L'échec de l'allaitement... vraiment?
Je rencontre trop régulièrement des femmes en deuil, un deuil tabou et méconnu: celui de l’échec de l’allaitement.
Ces femmes qui désiraient mener à bien ce projet, cette fonction que l’on croit innée et intuitive. Cette logique de la mère, qui saura comment faire marcher son corps, parce qu’on n’imagine pas que l’allaitement, c’est une histoire de transmission. Ces femmes, les exclues du clan, qui n’osent pas dire qu’elles ont manqué de support, de soutien, de professionnels formés. Ces femmes laissées pour compte, qui ont été mal conseillées, mal accueillies et qui ont fini par abandonner, à bout de force, ce projet tant aimé. Il est parfois si difficile de se résigner, et si…, tout ce qu’elles auraient pu, dû faire, pour éviter l’irréparable. Une montagne sur leurs épaules de culpabilité et de sentiment d’incompétence. Et pourtant, le corps en sang, la peur au ventre que bébé ne prenne pas assez de poids, que les conseils mal venus disent tout et leur contraire, cet or blanc si convoité devenu obsession, elles ne manquent pas de persévérance et si seulement la bonne main avait été tendue, les mots rassurants, le regard confiant leur rappelant que, oui, l’allaitement est naturel mais que, non, il n’est pas toujours une évidence et que cela peut parfois même être une science très pointue. Une science si mal connue sous nos latitudes occidentales qui prônent pourtant l’allaitement. Mais une promotion, sans un accompagnement adéquat, c’est un peu comme un travail à l’ébauche. C’est une chaîne, un allaitement réussi.
Une femme, une famille informée, des ressources disponibles et pluridisciplinaires, du soutien, des échanges, de l’endurance, une bonne connaissance de soi, un enfant avec de bonnes dispositions. Nous ne sommes pas égales face à ce défi. Puis, la nature, l’environnement, le corps, la tête sont un équilibre si parfait, si précieux, qu’on ne questionne pas la facilité de mettre au sein. Cela peut-être si douloureux de réaliser qu’on ne pourra pas nourrir par soi-même et que, malgré la volonté, tout résiste autour de nous. Eh oui, l’allaitement est une relation et, pour que cela fonctionne, il faut avoir plusieurs critères réunis et, parfois, on néglige les aspects extérieurs. Il y a le physiologique (et toute la fragilité du lien dans un monde de performance) ou la pression sociale, l’entourage brime trop souvent l’intime et l’invisible.

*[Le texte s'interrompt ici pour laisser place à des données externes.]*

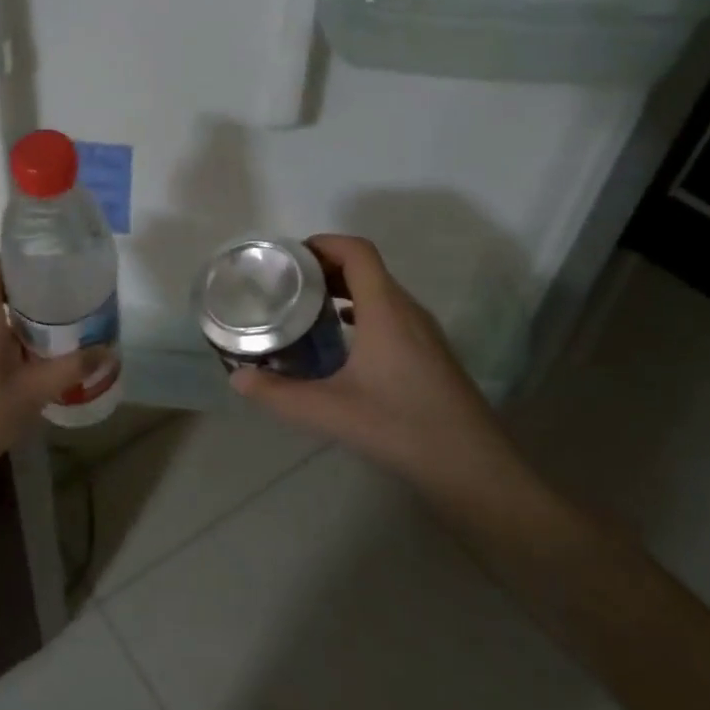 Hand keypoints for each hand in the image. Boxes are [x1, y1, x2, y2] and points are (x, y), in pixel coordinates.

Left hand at [0, 257, 103, 470]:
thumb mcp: (35, 389)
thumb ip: (73, 367)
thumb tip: (109, 352)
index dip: (15, 259)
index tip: (47, 265)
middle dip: (25, 284)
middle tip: (62, 290)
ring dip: (16, 307)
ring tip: (55, 314)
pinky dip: (6, 325)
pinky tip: (34, 344)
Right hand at [229, 235, 511, 489]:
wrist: (472, 466)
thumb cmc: (400, 427)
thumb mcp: (329, 411)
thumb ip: (278, 394)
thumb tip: (237, 379)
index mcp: (385, 309)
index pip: (357, 251)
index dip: (323, 243)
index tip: (289, 256)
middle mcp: (407, 310)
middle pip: (366, 267)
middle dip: (325, 266)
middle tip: (286, 283)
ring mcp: (423, 331)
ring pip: (380, 291)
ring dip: (344, 289)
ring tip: (307, 307)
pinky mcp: (429, 352)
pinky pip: (390, 313)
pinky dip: (361, 311)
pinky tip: (341, 340) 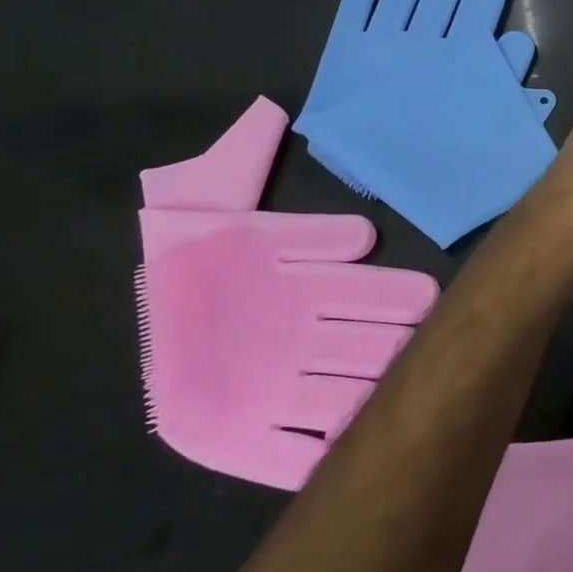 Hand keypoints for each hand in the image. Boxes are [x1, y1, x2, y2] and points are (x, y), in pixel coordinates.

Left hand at [138, 98, 439, 489]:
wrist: (145, 305)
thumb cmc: (195, 246)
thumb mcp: (210, 192)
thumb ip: (242, 157)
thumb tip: (269, 113)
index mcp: (305, 284)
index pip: (367, 292)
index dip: (394, 296)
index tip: (427, 300)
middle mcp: (302, 336)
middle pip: (364, 348)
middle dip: (395, 351)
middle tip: (427, 358)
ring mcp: (275, 389)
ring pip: (340, 398)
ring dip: (368, 402)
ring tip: (395, 411)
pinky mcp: (239, 439)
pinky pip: (287, 454)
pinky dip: (315, 455)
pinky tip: (342, 458) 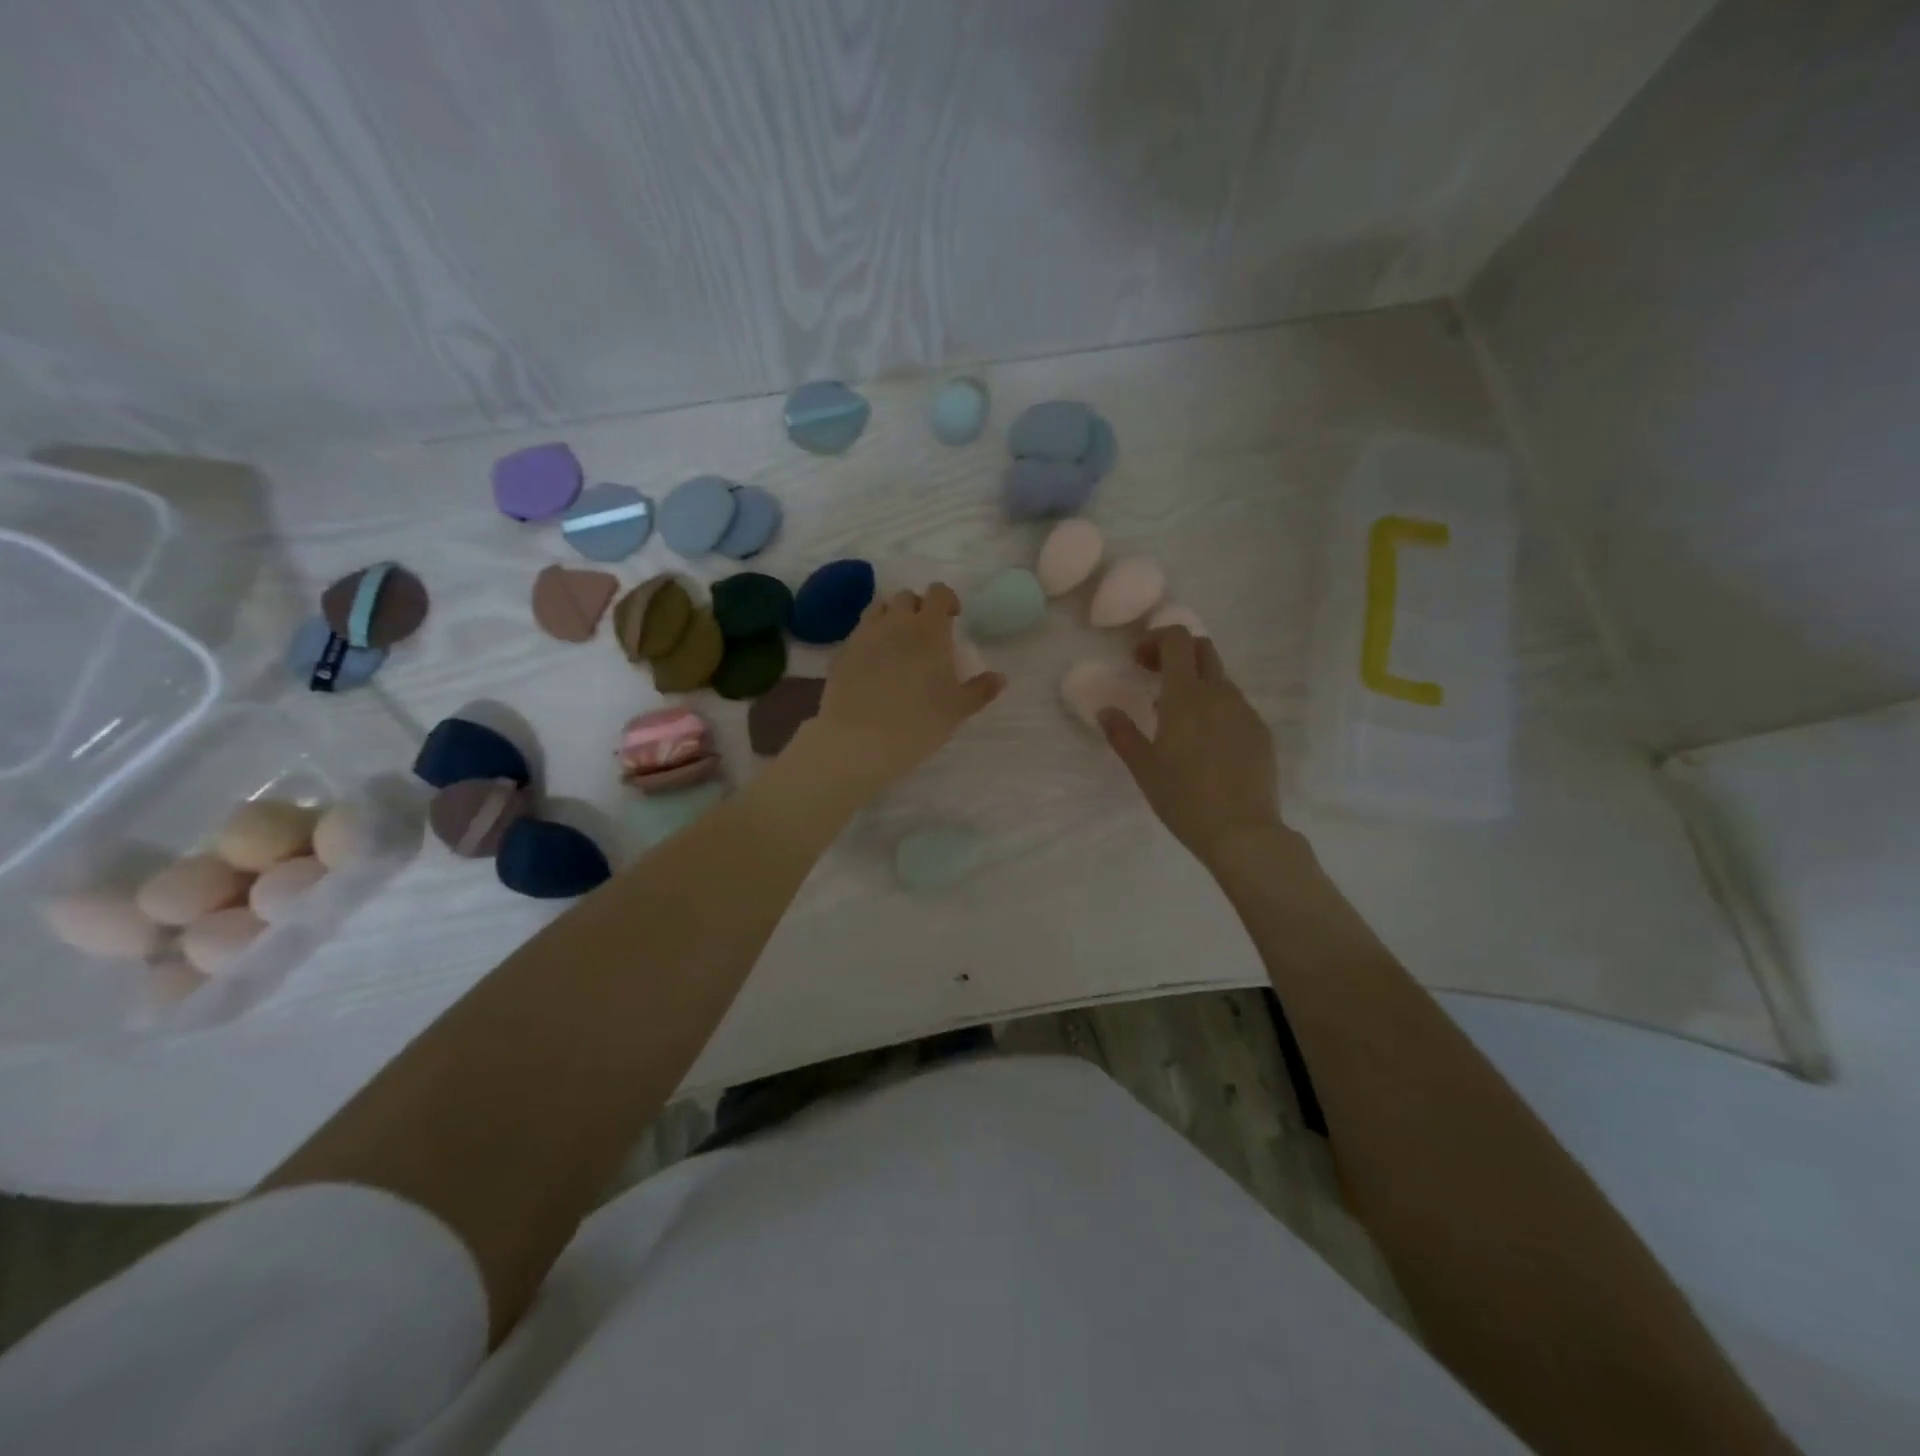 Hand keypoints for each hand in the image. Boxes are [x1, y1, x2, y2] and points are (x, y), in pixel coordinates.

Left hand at [808, 583, 1005, 793]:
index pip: (938, 593)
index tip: (953, 618)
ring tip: (898, 643)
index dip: (947, 600)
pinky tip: (873, 664)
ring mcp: (864, 635)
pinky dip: (870, 638)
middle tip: (926, 634)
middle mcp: (895, 623)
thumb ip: (980, 690)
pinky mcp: (841, 653)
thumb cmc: (918, 723)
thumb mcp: (957, 710)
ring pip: (879, 609)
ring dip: (891, 617)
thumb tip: (1000, 677)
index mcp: (929, 630)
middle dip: (918, 608)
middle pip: (906, 597)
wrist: (858, 741)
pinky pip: (859, 633)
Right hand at [1099, 627, 1284, 865]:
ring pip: (1220, 679)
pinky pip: (1235, 706)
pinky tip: (1205, 743)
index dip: (1156, 639)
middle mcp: (1219, 694)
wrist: (1242, 831)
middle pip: (1203, 649)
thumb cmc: (1183, 798)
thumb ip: (1122, 734)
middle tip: (1154, 677)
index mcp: (1186, 696)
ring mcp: (1245, 712)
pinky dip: (1215, 708)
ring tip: (1177, 718)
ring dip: (1196, 683)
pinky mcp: (1261, 732)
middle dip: (1177, 653)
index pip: (1178, 640)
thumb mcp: (1144, 768)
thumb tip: (1105, 711)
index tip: (1139, 661) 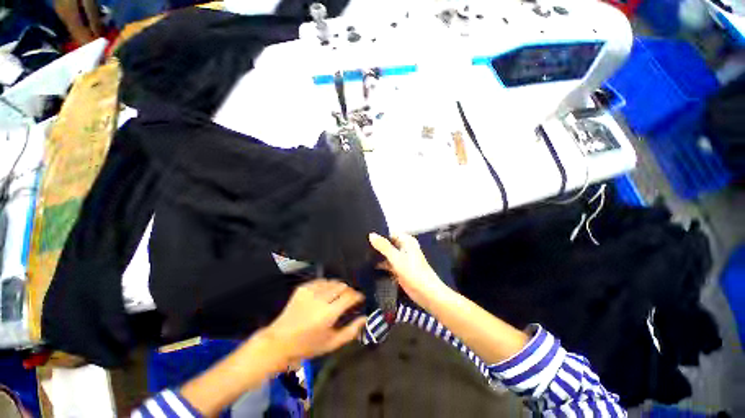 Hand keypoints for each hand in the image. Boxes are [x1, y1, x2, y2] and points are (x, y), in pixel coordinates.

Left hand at [263, 280, 366, 366]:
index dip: (357, 295)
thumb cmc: (308, 345)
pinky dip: (326, 285)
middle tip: (349, 298)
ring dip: (338, 287)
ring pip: (332, 282)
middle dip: (348, 291)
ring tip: (337, 295)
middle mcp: (320, 299)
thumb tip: (365, 318)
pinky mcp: (302, 288)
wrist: (279, 341)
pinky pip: (320, 281)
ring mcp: (310, 292)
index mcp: (328, 314)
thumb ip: (351, 331)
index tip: (360, 298)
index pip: (349, 296)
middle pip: (342, 286)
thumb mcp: (332, 344)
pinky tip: (325, 292)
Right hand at [369, 233, 448, 306]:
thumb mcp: (396, 258)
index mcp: (406, 241)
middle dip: (376, 245)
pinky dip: (380, 265)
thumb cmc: (413, 272)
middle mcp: (404, 247)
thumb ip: (383, 246)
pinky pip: (387, 264)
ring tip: (361, 255)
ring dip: (377, 256)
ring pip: (387, 254)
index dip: (378, 234)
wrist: (427, 294)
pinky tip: (368, 266)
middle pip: (387, 243)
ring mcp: (401, 259)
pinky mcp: (399, 269)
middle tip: (359, 245)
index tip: (364, 235)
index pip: (389, 233)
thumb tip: (371, 234)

Une femme qui commence à allaiter est, à la fois, la force incarnée et en toute vulnérabilité. Elle initie une dynamique et, pour que la magie opère, il y a tout un processus qui doit être aligné.
À toutes ces femmes qui ont eu l’impression d’être trahies par leur corps, abandonnées par le système, négligées dans leurs appels à l’aide. Minimisées dans leurs sensations, leur cœur blessé, qui n’arrivaient pas à compléter ce projet maternel, sachez qu’il existe bien des ressources prêtes à vous accompagner dans cette aventure. Avant, pendant et après, tout au long du parcours. Des consultantes en lactation, des doulas postnatales, des accompagnements périnataux et familiaux, des personnes solides et expérimentées qui sauront trouver les mots, la technique, les outils pour traverser chacune des étapes: la prise de décision, la mise en place, l’évolution et le sevrage de l’allaitement. Chaque escale est à ritualiser, chacune vit des émotions très particulières, et les réponses sont multiples. Il est question du plus profond de soi, de ses rêves et ses aspirations. Il y a une histoire, parfois qui remonte à plusieurs générations, et l’allaitement fait partie intégrante du processus de la mise au monde de la mère.
Non, vous n’êtes pas moins habiles, moins bonnes, vous avez peut-être juste été tenues à l’écart de la véritable information: l’allaitement est un sujet complexe et, dans toutes les cultures, il a toujours été porté par des plus expérimentées. Cela s’apprend, cela se ressent, cela se transmet, cela s’accompagne et, dans toute cette énergie de soutien, il demeure une initiative unique et personnelle.